Spałam sobie smacznie, do pewnego momentu. Od kąt się kochaliśmy minęły dwa dni i ciągle o tym myślę. Razem z Niallem zwiedzaliśmy, różne budowle, muzea, pływaliśmy basenie i jadaliśmy wyśmienite dania. Zauważyłam, że teraz jem więcej niż ostatnio, ale to zapewne przez to, że jest tutaj tak pysznie, a co do smacznego spania. Wyciągnął mnie z mojego transu mój kochany chłopak. Kiedy poczułam, że kołdra od strony moich nóg się podnosi od razu złapałam się za drabinki przy łóżku. Dobrze, że tak zrobiłam, bo po chwili ten debil pociągnął mnie za nogi i myślał, że z niego wypadnę, co to to nie.
 Zdziwił się kiedy mu się nie udało. Próbował dalej, ale mu nie wychodziło.
- No dalej, śpiochu! Nie spędzisz znowu prawie całego dnia w łóżku ! - krzyczał.
Daje Ci jeszcze tylko pięć minut, jak wrócę i dalej będziesz spała to będzie z Tobą źle kotku . – powiedział i wyszedł nie wiem sama gdzie.
Nie robiąc sobie nic z jej próśb i gróźb przewróciłam się tylko na drugi bok, nakryłam kołdrą po sam czubek głowy ponownie zasnęłam. Po pięciu  minutach,  do pokoju ponownie wpadła Niall.
- No chyba sobie żarty robisz kochanie - podszedł do mnie z butelką wody i oblał mnie ją i krzyknął 
-  Wstawaj! – to nic nie dało, woda jest przyjemna. Znowu zaczął  ciągnąć  mnie za nogi zwisające za łóżkiem.
- Niall no proszę Cię nie mam sił - wyszeptałam i trzymałam się dalej barierki jak poprzednio.
W końcu odpuściłam bo poczułam się bardzo źle. Puściłam barierki i kiedy spadłam tyłkiem na ziemię od razu pobiegłam do łazienki i zwymiotowałam do toalety.  
-Jezu kochanie Przepraszam. To przeze mnie.
-Nie - odpowiedziałam wycierając usta z wymiocin, które na nich pozostały. - Już wcześniej czułam się źle i tak myślałam, że w końcu zwymiotuje.
-Ale ja to pogorszyłem i zwymiotowałaś teraz.
-Lepiej teraz niż później - uśmiechnęłam się do niego.
-Przepraszam.
-Oj kochanie nie przepraszaj mnie. Jest już dobrze. 
-Jesteś pewna ?
-Tak jestem pewna w stu procentach i definitywnie kotku.
-No dobrze, ale jak będziesz się jeszcze źle czuła to mów ok ?
-Ok.
-Chcesz coś zjeść po tym, czy nie masz ochoty ?
-Jakoś na razie się wstrzymam, jak chcesz to idź coś zjeść, najwyżej przyniesiesz mi coś jak wrócisz dobrze ?
-Dobrze, a Ty teraz się połóż.
Kiedy Niall opuścił pokój udałam się w stronę łóżka i położyłam na nim. Nie minęło zaledwie piętnaście minut, a mi znowu zachciało się wymiotować. Akurat kiedy mój chłopak wszedł do pomieszczenia ja wymiotował i wymiotowałam.

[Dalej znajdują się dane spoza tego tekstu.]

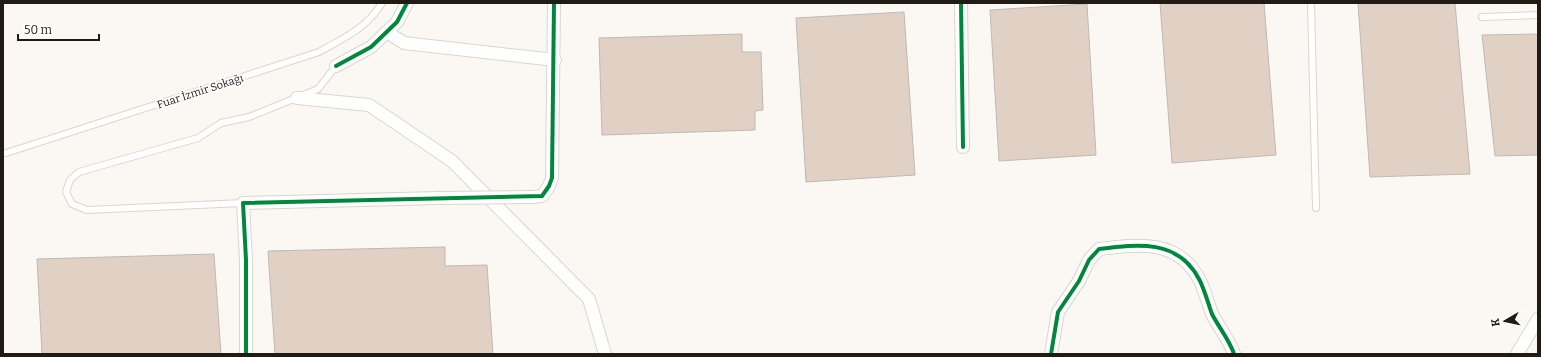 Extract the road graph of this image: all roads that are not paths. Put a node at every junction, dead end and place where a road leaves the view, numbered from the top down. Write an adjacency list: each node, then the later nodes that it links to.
1 (382, 3): 13 (lane, Fuar İzmir Sokağı)
2 (406, 3): 8 (street)
3 (554, 3): 9 (street)
4 (961, 3): 12 (street)
5 (1311, 3): 15 (lane)
6 (1538, 15): 7 (lane)
7 (1482, 17)
8 (387, 32): 9 (street); 10 (street)
9 (554, 60): 14 (street, bridge)
10 (336, 66): 11 (lane)
11 (296, 98): 14 (lane); 18 (street)
12 (963, 147)
13 (3, 154)
14 (243, 203): 17 (street)
15 (1316, 208)
16 (1538, 319): 21 (street)
17 (246, 354)
18 (605, 354)
19 (1051, 354): 20 (street)
20 (1234, 354)
21 (1517, 354)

Od razu podbiegł do mnie zmartwiony i podał mi papier.
-Sam co Ci jest ? - pogładził mnie po włosach.
-Nie wiem, ale nie jadłam nic od wczoraj takiego co by mi zaszkodziło - odparłam.
-Sam ?
-Tak ?
-Może chodźmy do lekarza ? - na słowo lekarz zrobiło mi się niedobrze i ponownie zwymiotowałam.
-Nie Niall, do jutra mi przejdzie - powiedziałam, spuściłam wodę w toalecie i udałam się do łóżka.
-Jak chcesz możesz iść się gdzieś przejść, ja sobie poleżę.
-Nie. Zostanę z Tobą kochanie. Nie zostawię Cię samej.
-I za to Cię kocham, że jesteś zawsze przy mnie, no i za inne rzeczy także - próbowałam się uśmiechnąć, ale to mi nie wyszło. 
Nie chciałam już więcej rozmawiać, więc położyłam głowę na torsie Nialla, który przed chwilą położył się koło mnie i zasnęłam.

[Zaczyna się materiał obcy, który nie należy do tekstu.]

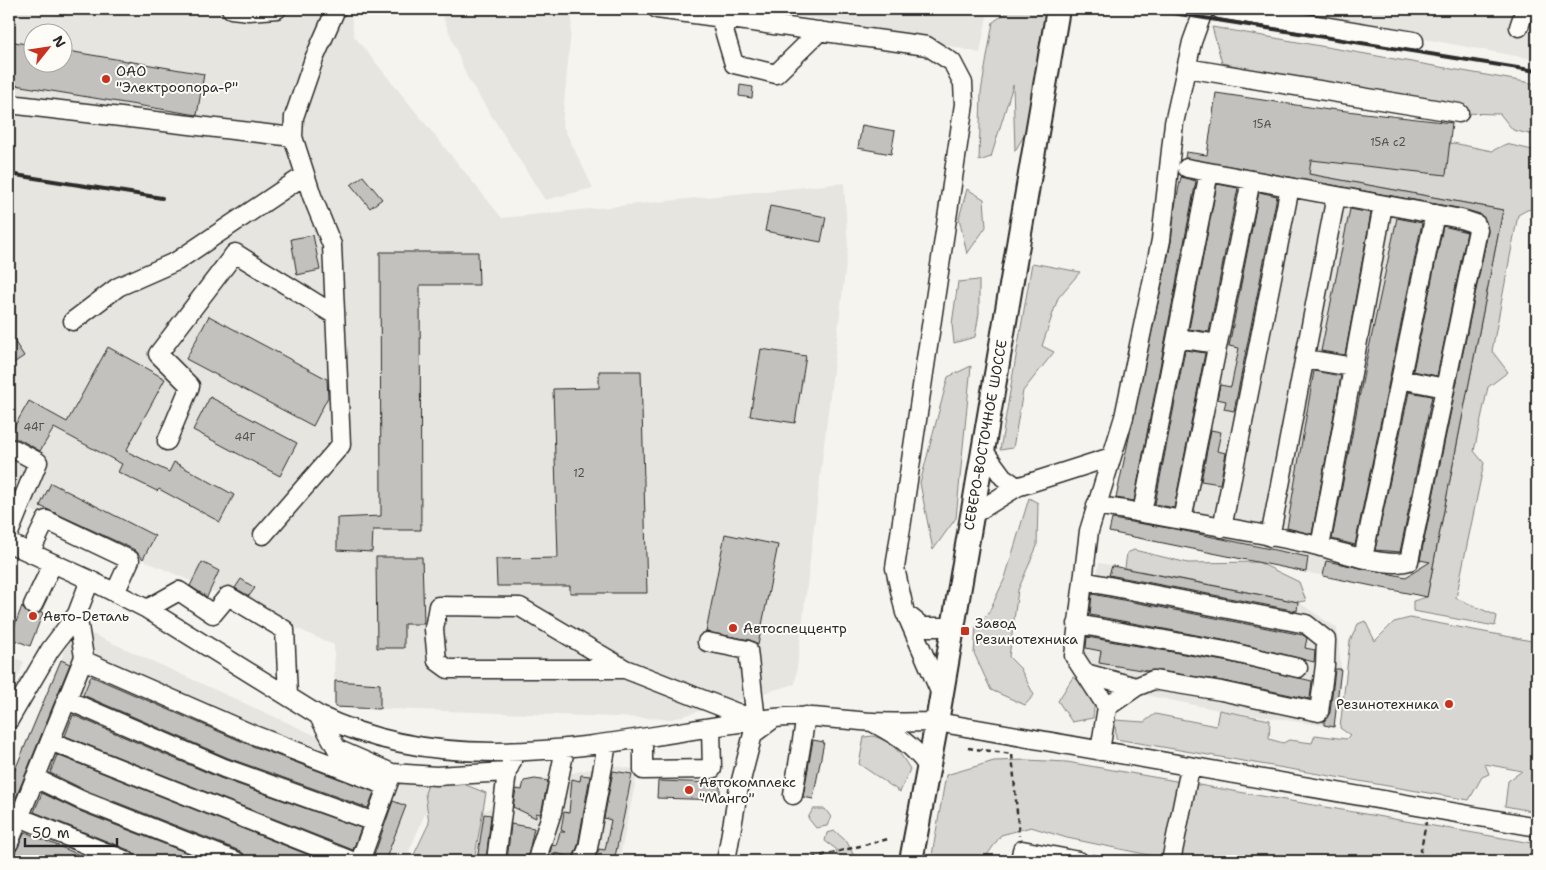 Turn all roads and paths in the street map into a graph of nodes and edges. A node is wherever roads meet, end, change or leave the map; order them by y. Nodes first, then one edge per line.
1 (231, 9) edge
2 (277, 9) edge
3 (336, 9) edge
4 (657, 9) edge
5 (1058, 9) edge
6 (1204, 9) edge
7 (1220, 9) edge
8 (1525, 9) edge
9 (720, 17) junction
10 (1519, 27) dead end
11 (820, 31) junction
12 (1414, 41) dead end
13 (1186, 68) junction
14 (9, 104) edge
15 (1459, 114) dead end
16 (293, 137) junction
17 (1187, 168) dead end
18 (1209, 172) junction
19 (305, 175) junction
20 (1251, 180) junction
21 (1290, 188) junction
22 (1336, 196) junction
23 (1383, 205) junction
24 (1435, 214) junction
25 (335, 315) junction
26 (73, 321) dead end
27 (1177, 338) junction
28 (1218, 344) junction
29 (1305, 359) junction
30 (1353, 367) junction
31 (1400, 379) junction
32 (1445, 388) junction
33 (167, 441) dead end
34 (14, 449) dead end
35 (983, 450) junction
36 (1111, 457) junction
37 (1018, 487) junction
38 (1096, 505) junction
39 (1142, 513) junction
40 (972, 515) junction
41 (1182, 520) junction
42 (1222, 528) junction
43 (9, 533) edge
44 (263, 535) dead end
45 (1270, 537) junction
46 (9, 543) edge
47 (1320, 547) junction
48 (30, 553) junction
49 (1363, 558) junction
50 (53, 564) junction
51 (90, 580) junction
52 (1083, 581) junction
53 (115, 593) junction
54 (32, 605) dead end
55 (147, 609) junction
56 (905, 613) junction
57 (77, 614) junction
58 (1077, 624) junction
59 (952, 627) junction
60 (707, 642) dead end
61 (83, 660) junction
62 (1298, 668) dead end
63 (625, 669) junction
64 (1085, 673) junction
65 (1136, 687) junction
66 (941, 694) junction
67 (288, 696) junction
68 (67, 700) junction
69 (1107, 707) junction
70 (318, 714) junction
71 (806, 716) junction
72 (776, 717) junction
73 (9, 720) edge
74 (756, 721) junction
75 (872, 722) junction
76 (937, 722) junction
77 (711, 728) junction
78 (643, 738) junction
79 (50, 742) junction
80 (607, 744) junction
81 (968, 748) dead end
82 (565, 749) junction
83 (1100, 751) junction
84 (517, 752) junction
85 (928, 766) junction
86 (1190, 768) junction
87 (507, 772) junction
88 (35, 778) junction
89 (389, 780) junction
90 (793, 795) dead end
91 (1428, 808) junction
92 (19, 817) junction
93 (374, 822) junction
94 (1537, 827) edge
95 (888, 839) dead end
96 (1019, 841) dead end
97 (9, 843) edge
98 (1082, 858) edge
99 (127, 861) edge
100 (236, 861) edge
101 (352, 861) edge
102 (360, 861) edge
103 (496, 861) edge
104 (537, 861) edge
105 (582, 861) edge
106 (726, 861) edge
107 (804, 861) edge
108 (911, 861) edge
109 (1020, 861) edge
110 (1125, 861) edge
111 (1171, 861) edge
112 (1419, 861) edge

1 - 2 street
3 - 16 street
4 - 9 street
5 - 35 main road, СЕВЕРО-ВОСТОЧНОЕ ШОССЕ
6 - 13 street
7 - 12 street
8 - 10 street
9 - 11 street
9 - 11 street
11 - 56 street
13 - 15 street
13 - 36 street
14 - 16 street
16 - 19 street
17 - 18 street
18 - 20 street
18 - 27 street
19 - 25 street
19 - 26 street
20 - 21 street
20 - 28 street
21 - 22 street
21 - 42 street
22 - 23 street
22 - 29 street
23 - 24 street
23 - 30 street
24 - 31 street
24 - 32 street
25 - 33 street
25 - 44 street
27 - 28 street
27 - 39 street
28 - 41 street
29 - 30 street
29 - 45 street
30 - 47 street
31 - 32 street
31 - 49 street
32 - 49 street
34 - 43 street
35 - 37 street
35 - 40 main road, СЕВЕРО-ВОСТОЧНОЕ ШОССЕ
36 - 37 street
36 - 38 street
37 - 40 street
38 - 39 street
38 - 52 street
39 - 41 street
40 - 59 main road, СЕВЕРО-ВОСТОЧНОЕ ШОССЕ
41 - 42 street
42 - 45 street
45 - 47 street
46 - 48 street
47 - 49 street
48 - 50 street
48 - 53 street
50 - 51 street
50 - 54 street
51 - 53 street
51 - 57 street
52 - 58 street
52 - 65 street
53 - 55 street
55 - 67 street
55 - 67 street
56 - 59 street
56 - 66 street
57 - 61 street
57 - 73 street
58 - 62 street
58 - 64 street
59 - 66 main road, СЕВЕРО-ВОСТОЧНОЕ ШОССЕ
60 - 74 street
61 - 68 street
61 - 89 street
63 - 63 street
63 - 74 street
64 - 65 street
64 - 69 street
65 - 69 street
66 - 76 main road, СЕВЕРО-ВОСТОЧНОЕ ШОССЕ
67 - 70 street
68 - 79 street
68 - 93 street
69 - 83 street
70 - 84 street
70 - 89 street
71 - 72 street
71 - 75 street
71 - 90 street
72 - 74 street
72 - 106 street
74 - 77 street
75 - 76 street
75 - 85 street
76 - 83 street
76 - 85 main road, СЕВЕРО-ВОСТОЧНОЕ ШОССЕ
77 - 78 street
77 - 78 street
78 - 80 street
79 - 88 street
79 - 101 street
80 - 82 street
80 - 105 street
81 - 96 path
82 - 84 street
82 - 104 street
83 - 86 street
84 - 87 street
85 - 108 main road, СЕВЕРО-ВОСТОЧНОЕ ШОССЕ
86 - 91 street
86 - 111 street
87 - 89 street
87 - 103 street
88 - 92 street
88 - 100 street
89 - 93 street
91 - 94 street
91 - 112 path
92 - 97 street
92 - 99 street
93 - 102 street
95 - 107 path
98 - 109 street
98 - 110 path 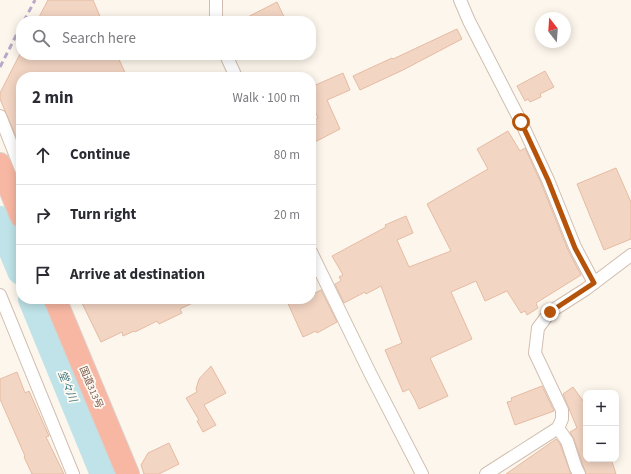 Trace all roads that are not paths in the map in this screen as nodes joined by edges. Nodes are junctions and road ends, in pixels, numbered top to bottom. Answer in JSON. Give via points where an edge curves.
{"nodes":[{"id":1,"x":216,"y":0,"type":"edge"},
{"id":2,"x":460,"y":0,"type":"edge"},
{"id":3,"x":216,"y":16,"type":"edge"},
{"id":4,"x":228,"y":60,"type":"edge"},
{"id":5,"x":234,"y":72,"type":"edge"},
{"id":6,"x":0,"y":116,"type":"edge"},
{"id":7,"x":16,"y":156,"type":"edge"},
{"id":8,"x":0,"y":164,"type":"edge"},
{"id":9,"x":16,"y":204,"type":"edge"},
{"id":10,"x":631,"y":255,"type":"edge"},
{"id":11,"x":316,"y":263,"type":"edge"},
{"id":12,"x":594,"y":283,"type":"junction"},
{"id":13,"x":0,"y":295,"type":"edge"},
{"id":14,"x":57,"y":304,"type":"edge"},
{"id":15,"x":65,"y":304,"type":"edge"},
{"id":16,"x":66,"y":325,"type":"junction"},
{"id":17,"x":558,"y":428,"type":"junction"},
{"id":18,"x":494,"y":472,"type":"edge"},
{"id":19,"x":73,"y":474,"type":"edge"},
{"id":20,"x":128,"y":474,"type":"edge"},
{"id":21,"x":422,"y":474,"type":"edge"},
{"id":22,"x":579,"y":474,"type":"edge"}],
"edges":[{"from":1,"to":3,"type":"street"},
{"from":2,"to":12,"type":"street","via":[[521,122],[575,248]]},
{"from":4,"to":5,"type":"street"},
{"from":6,"to":7,"type":"street"},
{"from":8,"to":9,"type":"highway"},
{"from":10,"to":12,"type":"street"},
{"from":11,"to":21,"type":"street"},
{"from":12,"to":17,"type":"street","via":[[550,312],[538,328],[536,353],[562,410]]},
{"from":13,"to":19,"type":"street"},
{"from":14,"to":16,"type":"highway","name":"国道313号"},
{"from":15,"to":16,"type":"street"},
{"from":16,"to":20,"type":"highway","name":"国道313号"},
{"from":17,"to":18,"type":"street"},
{"from":17,"to":22,"type":"street","via":[[567,440]]}]}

                 *** Z perspektywy Niny ***


Obudziłam się w obcym łóżku, całkiem naga przygnieciona jakimś chłopakiem. Wystraszona szybko wstałam i owinęłam się kocem leżącym obok. Najgorsze było, że nie mogłam sobie przypomnieć jak się tu znalazłam i co my robiliśmy. Moje myśli schodziły na bok kiedy on się obudził. Spojrzał na mnie, ja na niego.
- Kim jesteś ?- spytałam lekko wystraszona.
- Jestem Marcus. Nie pamiętasz mnie ?- spytał to on teraz.
- Niee ?
- To może ci przypomnę.- powiedział zbliżając się.
- Nie zbliżaj się !- podniosłam głos.
- Ciii malutkaa.- wyszeptał podchodząc coraz bliżej, kiedy już dotknęłam ściany przyśpieszył i zepchnął mnie na dół uderzając w brzuch pięścią. Rozpłakałam się ściskając pięści z bólu. Podniosłam głowę i usłyszałam tylko huk i ciemność.

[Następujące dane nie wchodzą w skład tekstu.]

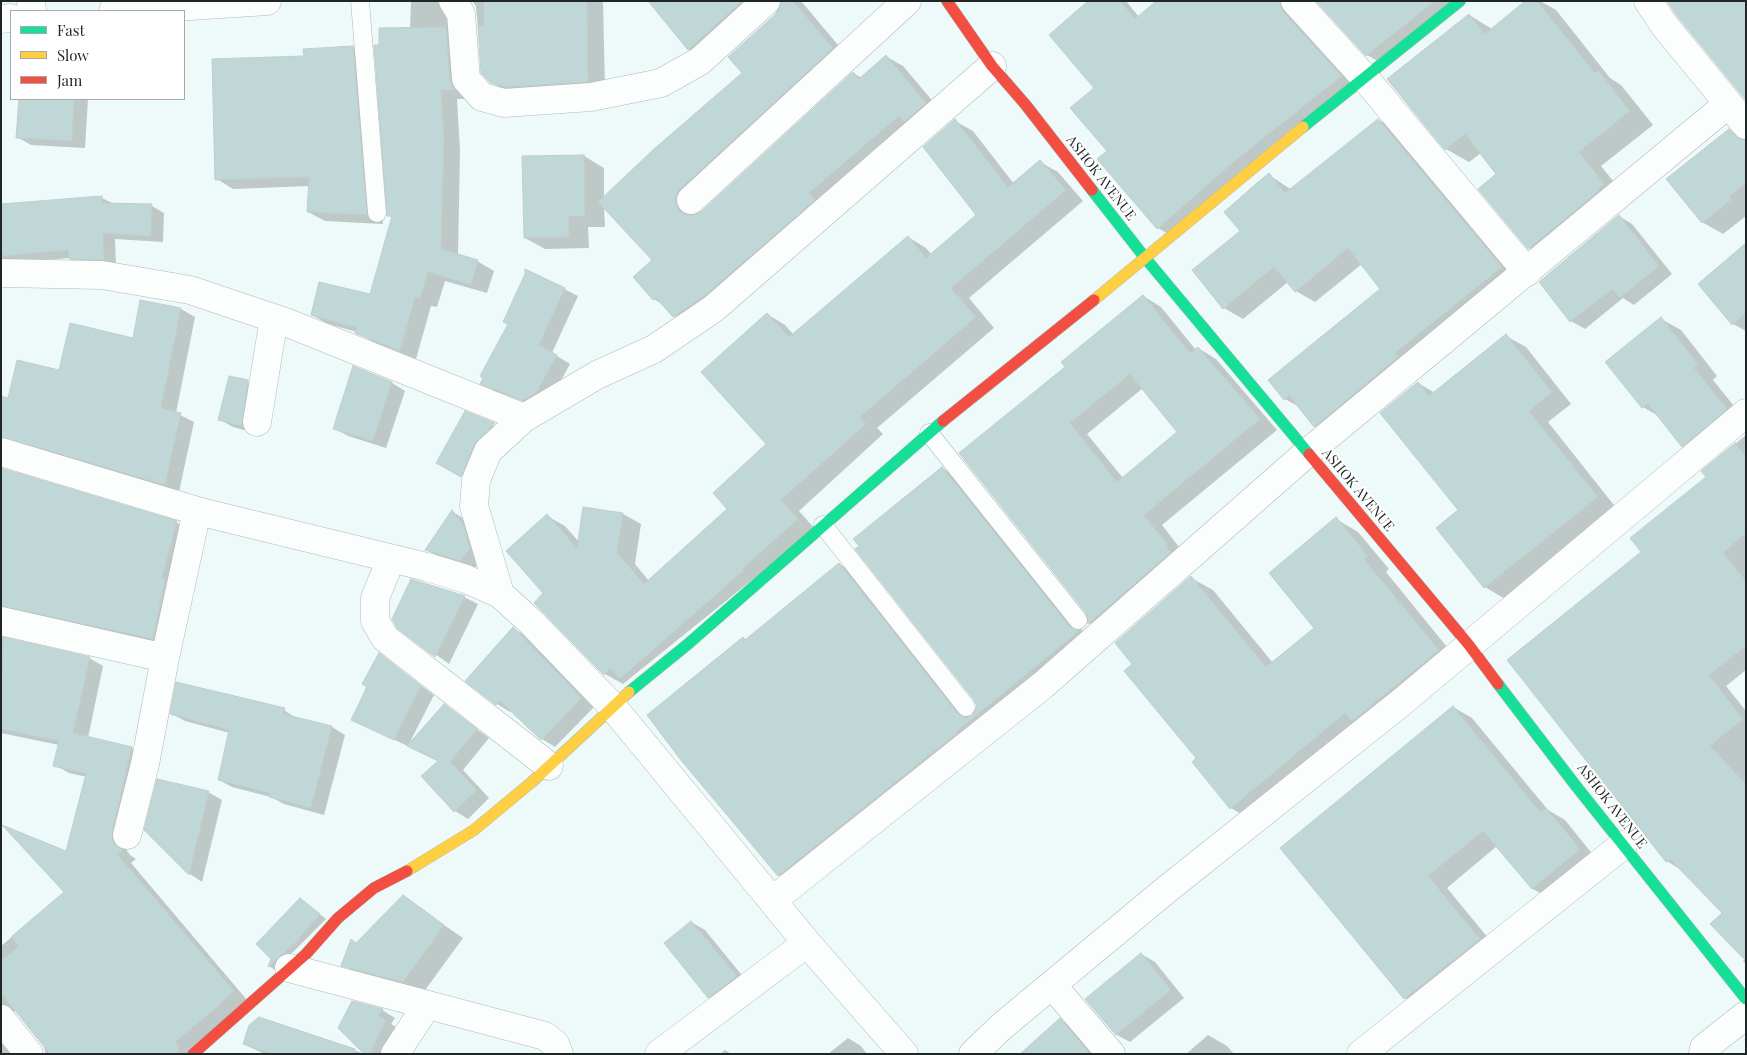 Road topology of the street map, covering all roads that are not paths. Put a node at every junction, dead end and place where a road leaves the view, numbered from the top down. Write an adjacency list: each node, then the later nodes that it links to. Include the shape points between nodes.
1 (267, 1): 10 (street)
2 (360, 1): 16 (lane)
3 (453, 1): 4 (street, via 461,14 466,79 482,97 504,103 591,98 662,83 700,61)
4 (766, 1)
5 (907, 1): 15 (street)
6 (947, 1): 11 (street, ASHOK AVENUE)
7 (1295, 1): 12 (street)
8 (1460, 1): 12 (street)
9 (1648, 1): 13 (street)
10 (128, 10)
11 (992, 66): 17 (street, ASHOK AVENUE); 22 (street, via 713,309 654,349 597,375)
12 (1364, 77): 17 (street, via 1247,171); 18 (street)
13 (1728, 104): 14 (street); 18 (street)
14 (1746, 125)
15 (691, 200)
16 (377, 213)
17 (1146, 259): 24 (street); 26 (street, ASHOK AVENUE)
18 (1527, 272): 26 (street)
19 (1, 273): 20 (street, via 102,275 190,290)
20 (274, 318): 22 (street); 23 (street)
21 (1746, 413): 33 (street)
22 (524, 418): 30 (street, via 488,451 476,480 474,506)
23 (257, 422)
24 (929, 433): 28 (street); 31 (lane)
25 (1, 452): 27 (street)
26 (1307, 453): 33 (street, ASHOK AVENUE); 40 (street, via 1043,685)
27 (197, 511): 29 (street); 34 (street)
28 (823, 525): 35 (street); 36 (lane)
29 (391, 559): 30 (street, via 466,579); 37 (street, via 375,598 375,621 385,638)
30 (500, 594): 35 (street)
31 (1078, 620)
32 (1, 621): 34 (street)
33 (1469, 646): 39 (street, ASHOK AVENUE); 43 (street)
34 (164, 658): 38 (street, via 145,764)
35 (612, 706): 37 (street); 40 (street)
36 (966, 707)
37 (549, 766): 42 (street, via 474,830 374,888 338,918)
38 (127, 835)
39 (1623, 845): 44 (street, ASHOK AVENUE); 56 (street)
40 (773, 900): 41 (street)
41 (808, 943): 52 (street); 53 (street)
42 (289, 968): 45 (street); 49 (street)
43 (1052, 985): 54 (street); 55 (street)
44 (1746, 999)
45 (427, 1005): 50 (street); 51 (street, via 545,1036 555,1044)
46 (1746, 1015): 57 (street, via 1704,1048)
47 (1, 1019): 48 (street)
48 (29, 1054)
49 (193, 1054)
50 (395, 1054)
51 (559, 1054)
52 (660, 1054)
53 (904, 1054)
54 (973, 1054)
55 (1111, 1054)
56 (1361, 1054)
57 (1703, 1054)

                                                                                         *** PÓŹNIEJ ***

Obudziłam się z zawrotami w głowie.
- Obudziłaś się.- usłyszałam znajomy głos. Spojrzałam w bok i zobaczyłam Mike.  Wystraszona chciałam uciec , jednak ból brzuch był za bardzo mocny.- Nie bój się. nie zrobię ci nic. Uratowałem cię od tego pajaca.
- Czemu to zrobiłeś ?- spytałam cicho.
- Szukaliśmy go od tygodnia był winny kasę za dragi, niestety nie oddał ich i zapłacił za to.- powiedział Mike siedząc okrakiem na krześle zaraz koło kanapy. Miał na sobie biały podkoszulek, czarne rurki, czarną bandamę, full cap i lekko zagryzał wargę.- Po za tym zemdlałaś tam, a my nie mogliśmy ciebie tak zostawić.- powiedział.
- Dziękuję.- mruknęłam.- Ale chce do domu.- powiedziałam stanowczym głosem. 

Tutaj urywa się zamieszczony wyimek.